To understand why a SRK did a film like Jawan, you have to pay attention to what he reveals in the 2023 Netflix documentary ‘The Romantics’. He playfully frets about his career as the Lover Boy of Indian cinema. He says that he once aspired to be an action hero before the overwhelming success of "DDLJ" destined him to a film career of romance and drama. All anybody ever wanted him to be was Raj or Rahul. And so he serenaded audiences for thirty years. But this year - the year of his big comeback - he seems determined to rekindle his original dream and be reborn as a man of action. ‘Pathaan’ saw him (or rather, his stunt double) dangle from helicopters and zip around on snowmobiles while fighting terrorists. With ‘Jawan’, his transformation gets more urgent and reckless.
‘Jawan’ pulls its soul from the ‘angry young man’ genre of film where a vigilante-type tries to take down the corrupt establishment and “fix the system” overnight. Shah Rukh Khan plays Azad, the redeemer —the big guy who stands up for the small guy. With the help with a ragtag group of young women with decidedly uncool codenames (Hacker, Artist, Darling, Doctor), Azad orchestrates a series of public kidnappings. He hijacks a metro trainful of people and demand thousands of crores from the government, which he then urgently distributes to every farmer to clear their tractor loans. All of this, done in a cool five minutes. But not before he delivers a hurried speech to the captives held at gunpoint (as if they care), about “the interest rate on a luxury car loan being 8% but 13% for a tractor. 13%!”.

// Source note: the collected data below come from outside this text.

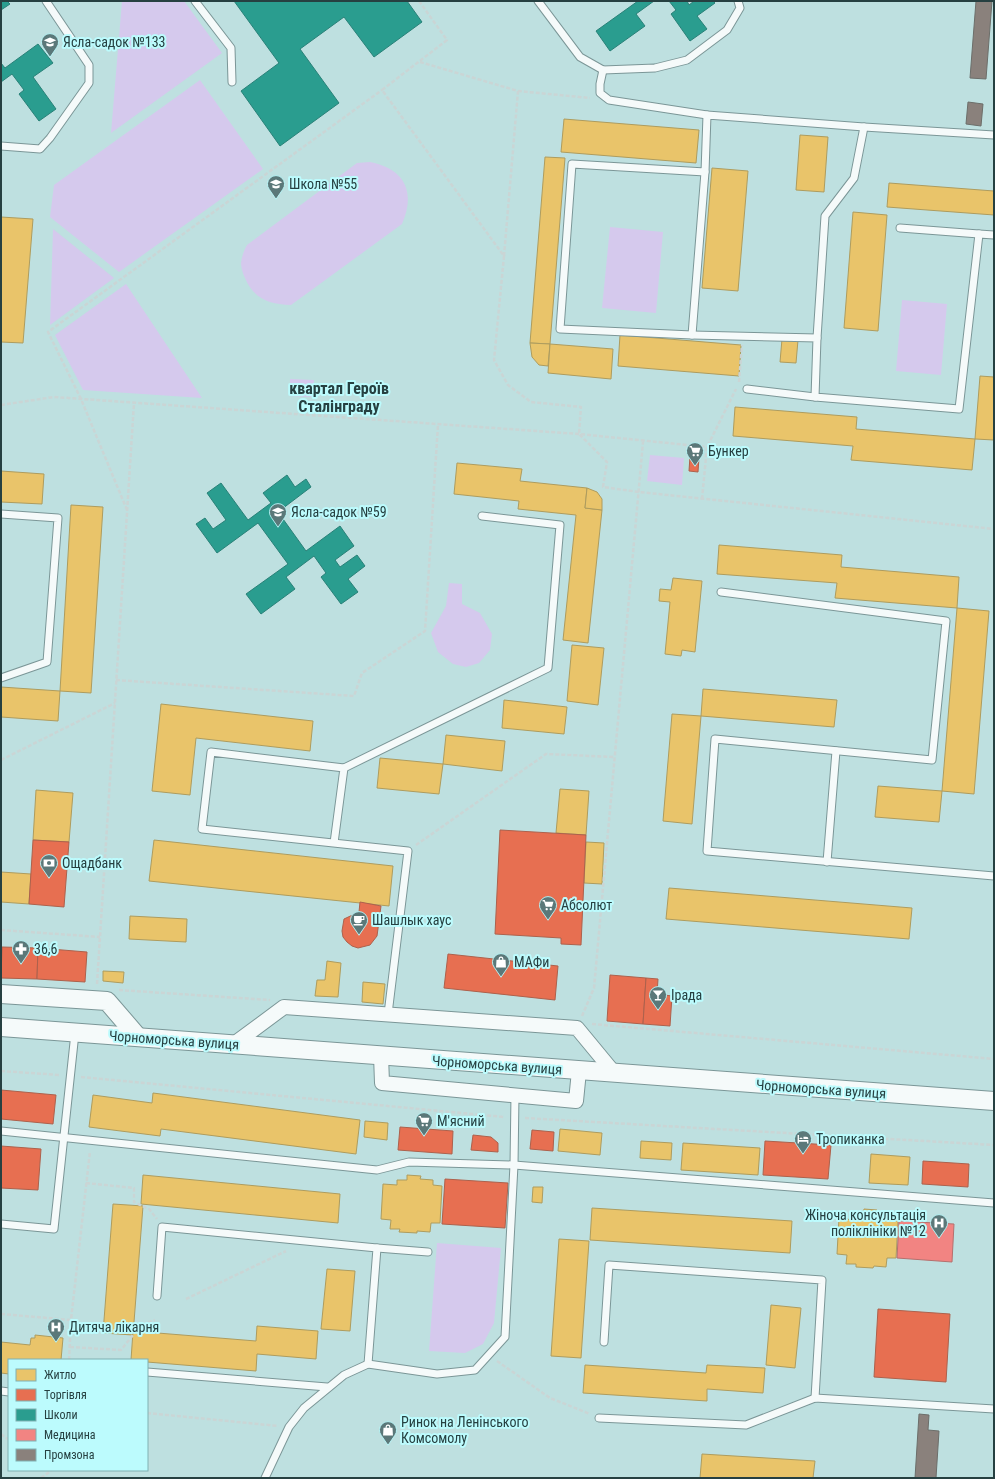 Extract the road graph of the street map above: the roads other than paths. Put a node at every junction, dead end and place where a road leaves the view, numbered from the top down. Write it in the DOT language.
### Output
graph roads {
  1 [pos="46,1"];
  2 [pos="195,1"];
  3 [pos="538,1"];
  4 [pos="738,1"];
  5 [pos="603,70"];
  6 [pos="232,82"];
  7 [pos="707,115"];
  8 [pos="864,127"];
  9 [pos="994,135"];
  10 [pos="1,146"];
  11 [pos="705,172"];
  12 [pos="900,228"];
  13 [pos="979,234"];
  14 [pos="994,235"];
  15 [pos="692,335"];
  16 [pos="817,338"];
  17 [pos="747,389"];
  18 [pos="815,397"];
  19 [pos="1,514"];
  20 [pos="482,516"];
  21 [pos="721,592"];
  22 [pos="1,678"];
  23 [pos="836,751"];
  24 [pos="344,768"];
  25 [pos="334,843"];
  26 [pos="827,862"];
  27 [pos="994,876"];
  28 [pos="1,994"];
  29 [pos="388,1014"];
  30 [pos="1,1027"];
  31 [pos="75,1032"];
  32 [pos="138,1037"];
  33 [pos="234,1044"];
  34 [pos="381,1056"];
  35 [pos="579,1071"];
  36 [pos="615,1074"];
  37 [pos="515,1095"];
  38 [pos="994,1101"];
  39 [pos="1,1131"];
  40 [pos="64,1138"];
  41 [pos="514,1165"];
  42 [pos="994,1203"];
  43 [pos="1,1224"];
  44 [pos="377,1248"];
  45 [pos="428,1252"];
  46 [pos="157,1296"];
  47 [pos="604,1342"];
  48 [pos="368,1364"];
  49 [pos="148,1372"];
  50 [pos="327,1387"];
  51 [pos="815,1398"];
  52 [pos="994,1409"];
  53 [pos="599,1418"];
  54 [pos="265,1478"];
  1 -- 10 [label="lane"];
  2 -- 6 [label="lane"];
  3 -- 5 [label="lane"];
  4 -- 5 [label="lane"];
  5 -- 7 [label="lane"];
  7 -- 8 [label="lane"];
  7 -- 11 [label="lane"];
  8 -- 9 [label="lane"];
  8 -- 16 [label="lane"];
  11 -- 15 [label="lane"];
  11 -- 15 [label="lane"];
  12 -- 13 [label="lane"];
  13 -- 14 [label="lane"];
  13 -- 18 [label="lane"];
  15 -- 16 [label="lane"];
  16 -- 18 [label="lane"];
  17 -- 18 [label="lane"];
  19 -- 22 [label="lane"];
  20 -- 24 [label="lane"];
  21 -- 23 [label="lane"];
  23 -- 26 [label="lane"];
  23 -- 26 [label="lane"];
  24 -- 25 [label="lane"];
  24 -- 25 [label="lane"];
  25 -- 29 [label="lane"];
  26 -- 27 [label="lane"];
  28 -- 32 [label="street"];
  29 -- 33 [label="street"];
  29 -- 36 [label="street"];
  30 -- 31 [label="street, Чорноморська вулиця"];
  31 -- 32 [label="street, Чорноморська вулиця"];
  31 -- 40 [label="lane"];
  32 -- 33 [label="street, Чорноморська вулиця"];
  33 -- 34 [label="street, Чорноморська вулиця"];
  34 -- 35 [label="street, Чорноморська вулиця"];
  34 -- 37 [label="street"];
  35 -- 36 [label="street, Чорноморська вулиця"];
  35 -- 37 [label="street"];
  36 -- 38 [label="street, Чорноморська вулиця"];
  37 -- 41 [label="lane"];
  39 -- 40 [label="lane"];
  40 -- 41 [label="lane"];
  40 -- 43 [label="lane"];
  41 -- 42 [label="lane"];
  41 -- 48 [label="lane"];
  44 -- 45 [label="lane"];
  44 -- 46 [label="lane"];
  44 -- 48 [label="lane"];
  47 -- 51 [label="lane"];
  48 -- 50 [label="lane"];
  49 -- 50 [label="lane"];
  50 -- 54 [label="lane"];
  51 -- 52 [label="lane"];
  51 -- 53 [label="lane"];
}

Azad is quick to put us at ease that he is a gregarious sort of rebel. He wouldn’t harm a mosquito without cause. He is the type to break into a jaunty little dance mid-hijack. And he certainly wouldn’t kill anyone. Even the negotiating officer, Narmada (Nayanthara), brought in to control or capture him, can see that Azad is totally loveable. He is more like the large-hearted Mahesh Babu in ‘Maharshi (2019)’ rather than psychopathic Mahesh Babu in ‘Nijam (2003)’ when it comes his social justice philosophy.
Mass cinema, almost as a rule, does away with logic or heart, but Jawan is especially flippant on both counts. The writing is totally unserious to the point of ridicule. It grapples with big issues but shows complete apathy towards them. Solving farmer suicides? Easy. Fixing healthcare for 1.3 billion people? A five-hour job. Rooting out black money? Just give it a day or two. In a montage of happy farmers, a man readies his noose, but quickly drops it to the floor and hurrahs when he hears his loan has been cleared — it is a moment as ‘masala’ as it is shockingly tone-deaf. I do wonder what real farmers think when they see their problems are paraded out for the sole purpose of propping up the hero as a messiah of the masses.
If the expectation from Jawan is that it churn out a ‘mass moment’ every ten minutes regardless of context, then director-writer Atlee delivers big on that count. He is a man in great hurry. Jawan’s story zooms ahead at lighting speed. Before you can chew down a mouthful of popcorn, a brief courtship has already ended in a marriage. Or yet another complication national issue has been swiftly resolved. A flashback cameo with an effervescent Deepika Padukone is but a brief moment of respite from the nauseating speed of the screenplay.
Entry scenes abound. Although one cannot except much originality in them. The fights and flairs — we’ve seen all these before. Only they now boast better lighting, smoother graphics, and a superstar who is game to play.
Shah Rukh wholeheartedly embraces the “South Indian” style of commercial cinema. He vaults from an entry scene to a joke to a flashback to a fight without missing a beat. He delivers a rousing “sattar-minute” type of monologue about being an ideal citizen that plays to the popular sentiment of the crowds, but that is nonetheless superficial.
Nayantara looks much more comfortable power-walking down a corridor than swaying her skirts around a fog machine. Vijay Sethupathi, who plays a shady businessman that represents all that is wrong with the System is a strangely muted villain. He looks as if he has been coerced onto set and made to mouth Hindi dialog - which he does self-consciously, almost reluctantly.
Jawan often feels like a frustrating marriage between a social drama and commercial entertainer. There are innumerable shots of character shedding tears upon hearing this or that sad flashback — hospitalized children die from lack of oxygen supply, a father hanging himself from the highest branch of the loneliest tree in his village —and yet it still stays soulless and apathetic. The story gave me deja vu with how thematically identical it is to the 2022 Satyadev film ‘Godse’. (Infact, the protagonist of Godse could be considered a more savage, more heartfelt version of Azad.) Whether it was Jawan’s recycled story, its total disregard for its own themes, its so-so music, or its charmless villain, Jawan just didn’t work for me. But at least SRK can call himself a mass action hero now.